A
felicidade não ocupa cenários perfeitos. Ela se faz antes, nos momentos que
vivemos e justificam nosso caminho até aqui.
Esperamos
para ser felizes – a melhor hora, a agenda mais vazia, o motivo mais sólido, um
dia em que estejamos menos cansados.
Esperamos
sem dar-nos conta que, às vezes, perdemos pelo caminho pequenos pedaços da
felicidade que procuraremos mais adiante, após realizar o último gesto que,
acreditamos, a definirá.
Hesitamos
porque não é a melhor hora, esquecendo que, talvez, seja a única hora, a última
chance. Que há mais alegria nos pés entrelaçados na beira do colchonete do que
necessidade de um colchão “king size”,
quando se passou muito tempo numa cama vazia de espera. Que meia hora de uma
conversa sem importância com o amigo menos íntimo é capaz de iluminar a volta
para o local em que se travarão as discussões sobre o que realmente nos
importa.
A
verdade é que estamos mais prontos para os problemas. Se aparecem, sabemos como
resolvê-los. Adiamos a volta para casa para digeri-los numa reunião de última
hora ou levantamos de madrugada para acudir o pai cujas dores lhe impedem os
movimentos mais ordinários. Mas não aproveitamos os dias calmos para andar sem
rumo pelas ruas ainda ensolaradas, num fim de tarde, ou para, ao lado do pai, caminhar
na areia da praia ao encontro do vacilante movimento do mar.
Quando,
um dia, a morte de um ente querido nos surpreende, reagimos ao susto: “aprenderei, a partir de agora, a viver
melhor”. Enquanto pensamos no quanto deixamos de viver, a ideia de ser
feliz vira obsessão nos dias que se sucedem até que, de novo, a rotina nos
atropele, os compromissos nos envolvam e voltemos a planejar nossa felicidade
para um futuro nem sempre próximo.
Porque
acreditamos que a felicidade é algo que se constrói.
Queremos
entrar na casa quando lá já existirem os móveis, as paredes pintadas, as contas
já programadas. Até lá, deixamo-la vazia, ignorando os espaços livres nos
cômodos que poderíamos preencher com sonhos, festas, amores. Evitamos deitar no
chão da sala onde o luar nos alcançaria porque ainda não é confortável sem o
sofá.
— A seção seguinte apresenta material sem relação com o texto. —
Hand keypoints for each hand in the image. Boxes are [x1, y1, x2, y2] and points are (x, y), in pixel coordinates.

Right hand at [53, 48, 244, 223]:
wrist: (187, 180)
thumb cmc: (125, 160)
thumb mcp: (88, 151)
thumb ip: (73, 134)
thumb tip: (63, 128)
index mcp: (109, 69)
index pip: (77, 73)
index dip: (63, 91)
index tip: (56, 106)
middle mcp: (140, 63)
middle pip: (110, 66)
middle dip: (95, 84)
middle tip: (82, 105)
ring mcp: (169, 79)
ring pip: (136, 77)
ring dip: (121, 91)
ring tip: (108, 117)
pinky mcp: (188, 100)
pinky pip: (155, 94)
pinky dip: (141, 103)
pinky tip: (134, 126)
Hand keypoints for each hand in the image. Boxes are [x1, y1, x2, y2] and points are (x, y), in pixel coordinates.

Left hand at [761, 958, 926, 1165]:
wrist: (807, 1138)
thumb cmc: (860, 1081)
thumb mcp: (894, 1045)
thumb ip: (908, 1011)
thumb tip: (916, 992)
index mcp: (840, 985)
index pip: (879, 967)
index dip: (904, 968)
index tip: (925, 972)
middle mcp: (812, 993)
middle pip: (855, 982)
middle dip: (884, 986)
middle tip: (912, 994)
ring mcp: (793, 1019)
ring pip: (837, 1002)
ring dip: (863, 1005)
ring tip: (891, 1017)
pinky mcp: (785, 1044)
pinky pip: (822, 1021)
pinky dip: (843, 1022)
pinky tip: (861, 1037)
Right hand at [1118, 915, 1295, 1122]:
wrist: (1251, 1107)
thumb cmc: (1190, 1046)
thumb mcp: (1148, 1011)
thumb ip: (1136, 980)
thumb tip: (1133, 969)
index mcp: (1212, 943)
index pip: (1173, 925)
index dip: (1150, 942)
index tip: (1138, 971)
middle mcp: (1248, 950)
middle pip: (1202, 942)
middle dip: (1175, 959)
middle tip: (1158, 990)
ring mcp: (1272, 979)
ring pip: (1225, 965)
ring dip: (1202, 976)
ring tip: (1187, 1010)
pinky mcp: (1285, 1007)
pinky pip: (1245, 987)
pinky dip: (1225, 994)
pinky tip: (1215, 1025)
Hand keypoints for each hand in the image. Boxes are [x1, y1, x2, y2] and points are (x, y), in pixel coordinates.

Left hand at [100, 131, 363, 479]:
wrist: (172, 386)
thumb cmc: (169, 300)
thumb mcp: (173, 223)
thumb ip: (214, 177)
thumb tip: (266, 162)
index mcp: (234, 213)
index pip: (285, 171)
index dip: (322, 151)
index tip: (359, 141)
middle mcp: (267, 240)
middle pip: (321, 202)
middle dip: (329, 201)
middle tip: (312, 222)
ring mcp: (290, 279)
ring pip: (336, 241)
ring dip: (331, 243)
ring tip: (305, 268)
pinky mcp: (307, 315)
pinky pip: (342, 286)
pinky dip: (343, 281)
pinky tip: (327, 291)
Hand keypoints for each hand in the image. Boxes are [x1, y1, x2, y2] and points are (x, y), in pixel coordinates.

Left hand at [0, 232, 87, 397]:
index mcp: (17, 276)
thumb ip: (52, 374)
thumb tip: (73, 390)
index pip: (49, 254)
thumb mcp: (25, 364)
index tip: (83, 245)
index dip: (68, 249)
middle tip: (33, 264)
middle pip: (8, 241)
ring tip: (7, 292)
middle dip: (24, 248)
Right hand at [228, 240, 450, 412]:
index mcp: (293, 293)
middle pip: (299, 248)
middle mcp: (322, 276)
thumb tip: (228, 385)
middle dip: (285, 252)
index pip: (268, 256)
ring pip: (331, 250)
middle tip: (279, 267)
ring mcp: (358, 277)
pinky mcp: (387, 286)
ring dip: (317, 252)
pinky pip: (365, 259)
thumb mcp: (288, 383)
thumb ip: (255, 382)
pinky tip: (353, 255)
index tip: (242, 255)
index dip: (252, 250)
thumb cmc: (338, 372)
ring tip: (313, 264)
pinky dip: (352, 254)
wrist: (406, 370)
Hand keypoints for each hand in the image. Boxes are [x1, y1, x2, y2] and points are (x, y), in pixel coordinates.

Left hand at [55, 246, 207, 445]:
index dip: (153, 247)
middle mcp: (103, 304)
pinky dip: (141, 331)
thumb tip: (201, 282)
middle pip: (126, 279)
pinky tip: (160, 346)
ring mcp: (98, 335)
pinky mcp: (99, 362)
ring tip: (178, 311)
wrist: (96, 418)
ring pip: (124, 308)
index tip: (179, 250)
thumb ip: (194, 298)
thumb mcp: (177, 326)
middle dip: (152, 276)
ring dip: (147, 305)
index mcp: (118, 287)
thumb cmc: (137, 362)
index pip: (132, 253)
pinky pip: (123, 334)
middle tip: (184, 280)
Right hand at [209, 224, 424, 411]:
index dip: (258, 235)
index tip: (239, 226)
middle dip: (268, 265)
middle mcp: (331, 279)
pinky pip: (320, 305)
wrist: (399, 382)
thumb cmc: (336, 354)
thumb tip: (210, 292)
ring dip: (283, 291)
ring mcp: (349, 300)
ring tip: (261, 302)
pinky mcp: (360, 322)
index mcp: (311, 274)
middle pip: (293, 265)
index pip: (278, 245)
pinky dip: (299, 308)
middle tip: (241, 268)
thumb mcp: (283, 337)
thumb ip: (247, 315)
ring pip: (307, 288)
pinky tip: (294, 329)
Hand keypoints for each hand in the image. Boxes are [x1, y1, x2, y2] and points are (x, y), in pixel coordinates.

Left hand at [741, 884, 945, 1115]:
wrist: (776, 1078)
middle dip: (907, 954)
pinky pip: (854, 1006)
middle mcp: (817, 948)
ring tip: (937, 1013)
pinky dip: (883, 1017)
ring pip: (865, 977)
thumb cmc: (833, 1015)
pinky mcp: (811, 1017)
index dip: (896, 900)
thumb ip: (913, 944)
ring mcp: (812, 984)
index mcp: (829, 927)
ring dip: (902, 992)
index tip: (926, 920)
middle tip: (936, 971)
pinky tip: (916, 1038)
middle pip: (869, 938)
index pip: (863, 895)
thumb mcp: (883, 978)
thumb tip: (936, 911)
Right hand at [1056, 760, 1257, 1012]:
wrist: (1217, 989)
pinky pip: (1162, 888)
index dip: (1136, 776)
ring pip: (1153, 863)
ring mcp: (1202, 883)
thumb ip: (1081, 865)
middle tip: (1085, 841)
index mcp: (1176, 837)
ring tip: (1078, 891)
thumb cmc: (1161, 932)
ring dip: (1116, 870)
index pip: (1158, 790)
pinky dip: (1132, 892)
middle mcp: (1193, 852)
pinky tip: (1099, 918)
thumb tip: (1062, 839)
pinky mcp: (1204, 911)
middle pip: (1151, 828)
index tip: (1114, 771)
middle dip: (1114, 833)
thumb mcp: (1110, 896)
Proibimos a criança de andar de velocípede entre os quartos, antes que
chegue a mobília, porque arranharia o chão. Desperdiçamos essas fotografias
únicas, imagens eternas na nossa mente que nos fariam ver a casa construída
como o relicário de grandes e mágicos segredos.
Esperamos
demais. Não importa o quanto tenhamos esperado: sempre é demais. Porque a
felicidade não ocupa cenários perfeitos. Ela corre entre as imperfeições e os
dias tumultuados, entre os amores ganhos e os perdidos, está nos braços que nos
cercam por carinho, mas também nos que nos consolam ou nos seguram por medo ou
dor.
À
frente, quando olhamos de dentro do que construímos, constatamos que a
felicidade se fez antes, nas angústias vencidas, nas tentativas de não nos
perdermos de quem amamos, nos momentos sem sentido e em silêncio que vivemos e
justificam todo o caminho até então.